Stored data
============================================================

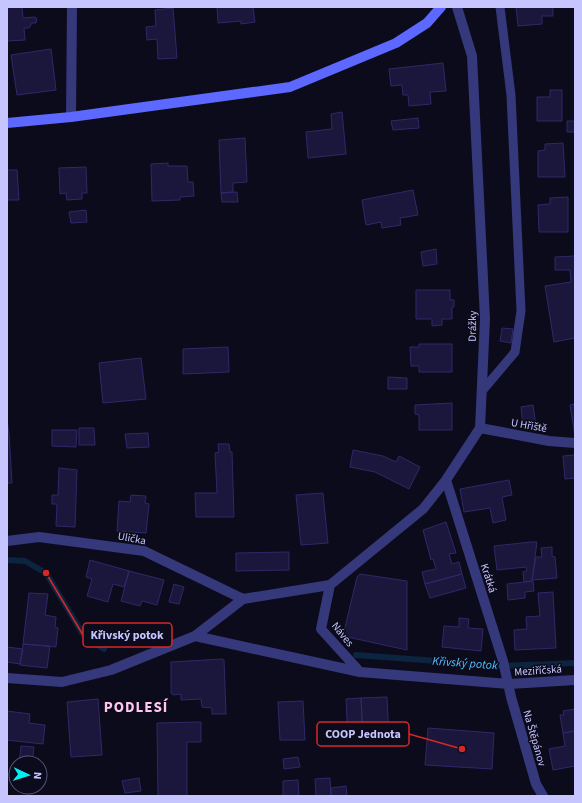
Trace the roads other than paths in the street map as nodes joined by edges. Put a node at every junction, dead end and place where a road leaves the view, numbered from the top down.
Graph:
1 (72, 7) edge
2 (441, 7) edge
3 (457, 7) edge
4 (500, 7) edge
5 (71, 117) junction
6 (7, 123) edge
7 (482, 391) junction
8 (480, 428) junction
9 (575, 443) edge
10 (446, 480) junction
11 (7, 541) edge
12 (330, 585) junction
13 (243, 599) junction
14 (195, 636) junction
15 (360, 672) junction
16 (7, 678) edge
17 (575, 680) edge
18 (509, 684) junction
19 (543, 796) edge

1 - 5 street
2 - 5 street
3 - 7 street, Drážky
4 - 7 lane
5 - 6 street
7 - 8 street, Drážky
8 - 9 street, U Hřiště
8 - 10 street
10 - 12 street
10 - 18 street, Krátká
11 - 13 street, Ulička
12 - 13 street
12 - 15 street, Náves
13 - 14 street
14 - 15 street
14 - 16 street
15 - 18 street, Meziříčská
17 - 18 street, Meziříčská
18 - 19 street, Na Štěpánov

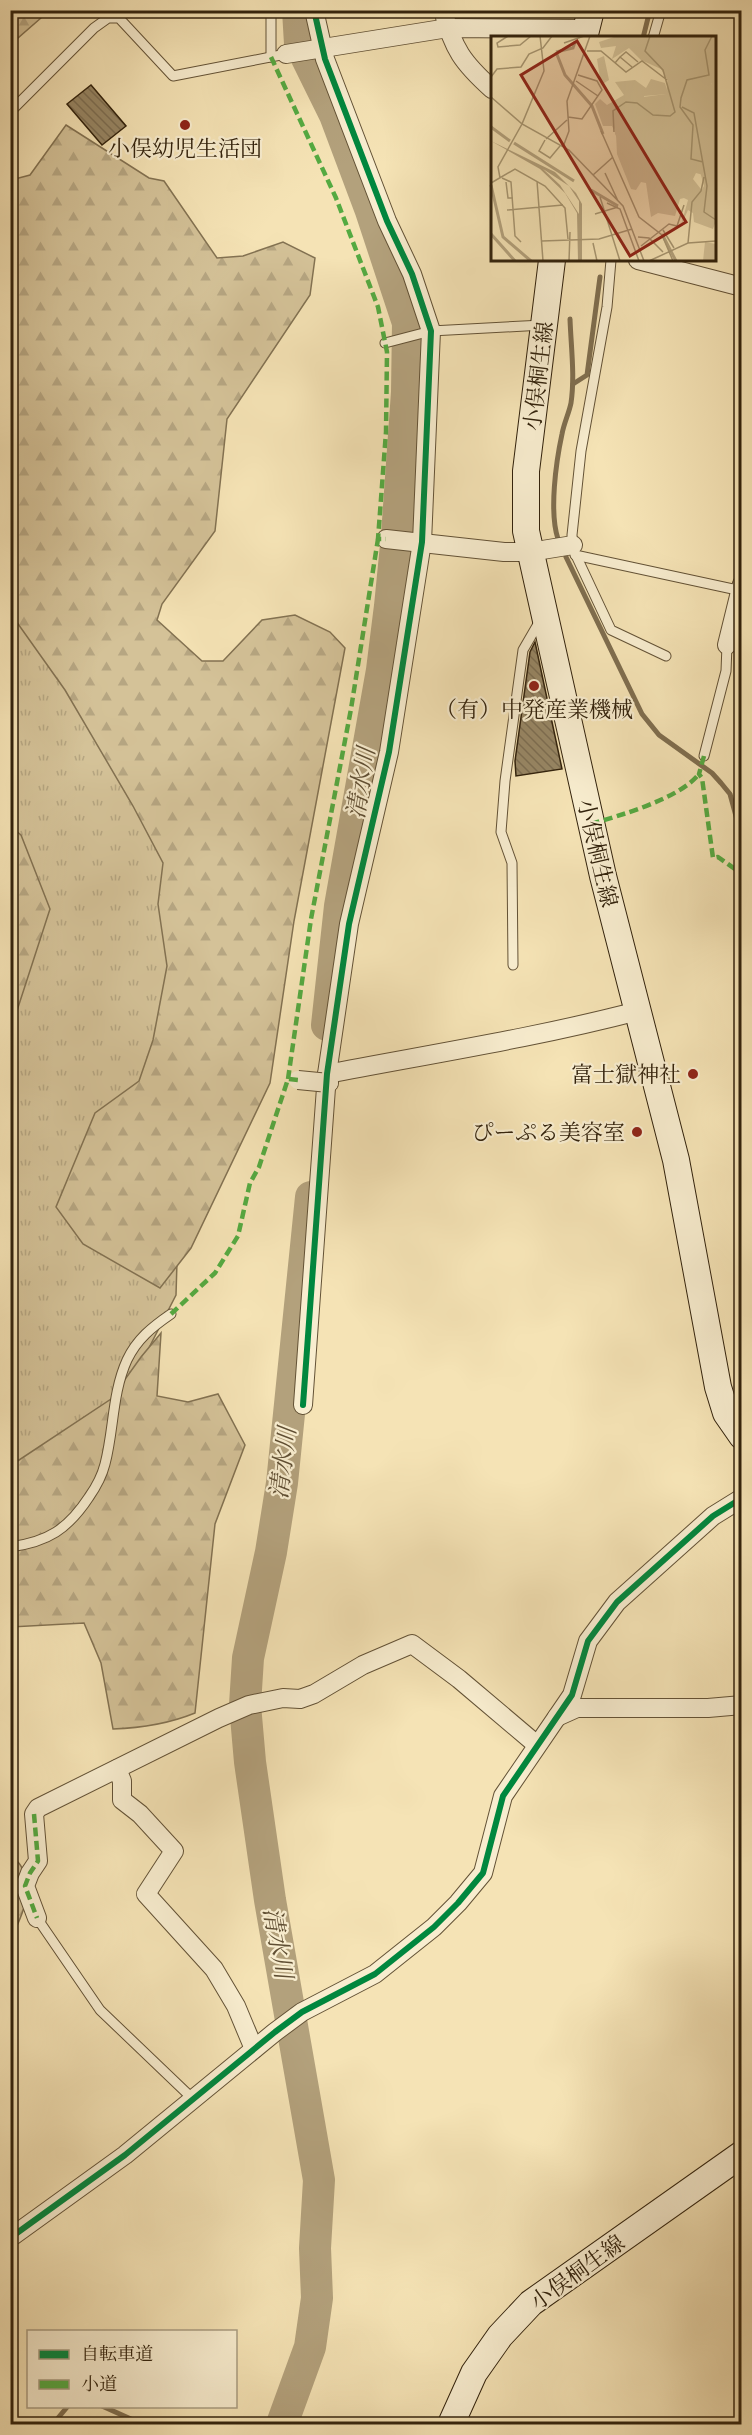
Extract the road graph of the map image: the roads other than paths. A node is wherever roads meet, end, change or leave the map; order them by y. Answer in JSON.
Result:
{"nodes":[{"id":1,"x":271,"y":10,"type":"edge"},
{"id":2,"x":315,"y":10,"type":"edge"},
{"id":3,"x":661,"y":10,"type":"edge"},
{"id":4,"x":446,"y":19,"type":"edge"},
{"id":5,"x":587,"y":26,"type":"edge"},
{"id":6,"x":654,"y":36,"type":"edge"},
{"id":7,"x":320,"y":48,"type":"junction"},
{"id":8,"x":278,"y":56,"type":"junction"},
{"id":9,"x":491,"y":88,"type":"edge"},
{"id":10,"x":10,"y":112,"type":"edge"},
{"id":11,"x":552,"y":261,"type":"edge"},
{"id":12,"x":611,"y":261,"type":"edge"},
{"id":13,"x":642,"y":261,"type":"edge"},
{"id":14,"x":741,"y":287,"type":"edge"},
{"id":15,"x":545,"y":324,"type":"junction"},
{"id":16,"x":426,"y":332,"type":"junction"},
{"id":17,"x":389,"y":341,"type":"dead end"},
{"id":18,"x":386,"y":539,"type":"dead end"},
{"id":19,"x":417,"y":541,"type":"junction"},
{"id":20,"x":574,"y":550,"type":"junction"},
{"id":21,"x":530,"y":552,"type":"junction"},
{"id":22,"x":741,"y":588,"type":"edge"},
{"id":23,"x":544,"y":615,"type":"junction"},
{"id":24,"x":727,"y":645,"type":"joint"},
{"id":25,"x":666,"y":656,"type":"dead end"},
{"id":26,"x":704,"y":756,"type":"dead end"},
{"id":27,"x":513,"y":966,"type":"dead end"},
{"id":28,"x":638,"y":1011,"type":"junction"},
{"id":29,"x":328,"y":1079,"type":"junction"},
{"id":30,"x":298,"y":1080,"type":"dead end"},
{"id":31,"x":171,"y":1314,"type":"dead end"},
{"id":32,"x":303,"y":1405,"type":"dead end"},
{"id":33,"x":741,"y":1436,"type":"edge"},
{"id":34,"x":741,"y":1498,"type":"edge"},
{"id":35,"x":10,"y":1547,"type":"edge"},
{"id":36,"x":741,"y":1705,"type":"edge"},
{"id":37,"x":556,"y":1718,"type":"junction"},
{"id":38,"x":537,"y":1745,"type":"junction"},
{"id":39,"x":117,"y":1769,"type":"junction"},
{"id":40,"x":37,"y":1918,"type":"joint"},
{"id":41,"x":254,"y":2049,"type":"junction"},
{"id":42,"x":193,"y":2099,"type":"junction"},
{"id":43,"x":741,"y":2154,"type":"edge"},
{"id":44,"x":10,"y":2238,"type":"edge"},
{"id":45,"x":451,"y":2424,"type":"edge"}],
"edges":[{"from":1,"to":8,"type":"lane"},
{"from":2,"to":7,"type":"street"},
{"from":3,"to":6,"type":"lane"},
{"from":4,"to":5,"type":"street"},
{"from":4,"to":7,"type":"street"},
{"from":4,"to":9,"type":"street"},
{"from":7,"to":8,"type":"street"},
{"from":7,"to":16,"type":"street"},
{"from":8,"to":10,"type":"lane"},
{"from":11,"to":15,"type":"main road","name":"小俣桐生線"},
{"from":12,"to":20,"type":"lane"},
{"from":13,"to":14,"type":"street"},
{"from":15,"to":16,"type":"lane"},
{"from":15,"to":21,"type":"main road","name":"小俣桐生線"},
{"from":16,"to":17,"type":"lane"},
{"from":16,"to":19,"type":"street"},
{"from":18,"to":19,"type":"street"},
{"from":19,"to":21,"type":"street"},
{"from":19,"to":29,"type":"street"},
{"from":20,"to":21,"type":"street"},
{"from":20,"to":22,"type":"lane"},
{"from":20,"to":25,"type":"lane"},
{"from":21,"to":23,"type":"main road","name":"小俣桐生線"},
{"from":22,"to":24,"type":"street"},
{"from":23,"to":27,"type":"lane"},
{"from":23,"to":28,"type":"main road","name":"小俣桐生線"},
{"from":24,"to":26,"type":"lane"},
{"from":28,"to":29,"type":"street"},
{"from":28,"to":33,"type":"main road","name":"小俣桐生線"},
{"from":29,"to":30,"type":"street","bridge":true},
{"from":29,"to":32,"type":"street"},
{"from":31,"to":35,"type":"lane"},
{"from":34,"to":37,"type":"street"},
{"from":36,"to":37,"type":"street"},
{"from":37,"to":38,"type":"street"},
{"from":38,"to":39,"type":"street"},
{"from":38,"to":41,"type":"street"},
{"from":39,"to":40,"type":"street"},
{"from":39,"to":41,"type":"street"},
{"from":40,"to":42,"type":"lane"},
{"from":41,"to":42,"type":"street"},
{"from":42,"to":44,"type":"street"},
{"from":43,"to":45,"type":"main road","name":"小俣桐生線"}]}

============================================================

▶ [Aim of the exercise] Working through the records above, copy each line in which "小俣桐生線" is found.

▶ [Solved exercise]
{"from":11,"to":15,"type":"main road","name":"小俣桐生線"},
{"from":15,"to":21,"type":"main road","name":"小俣桐生線"},
{"from":21,"to":23,"type":"main road","name":"小俣桐生線"},
{"from":23,"to":28,"type":"main road","name":"小俣桐生線"},
{"from":28,"to":33,"type":"main road","name":"小俣桐生線"},
{"from":43,"to":45,"type":"main road","name":"小俣桐生線"}]}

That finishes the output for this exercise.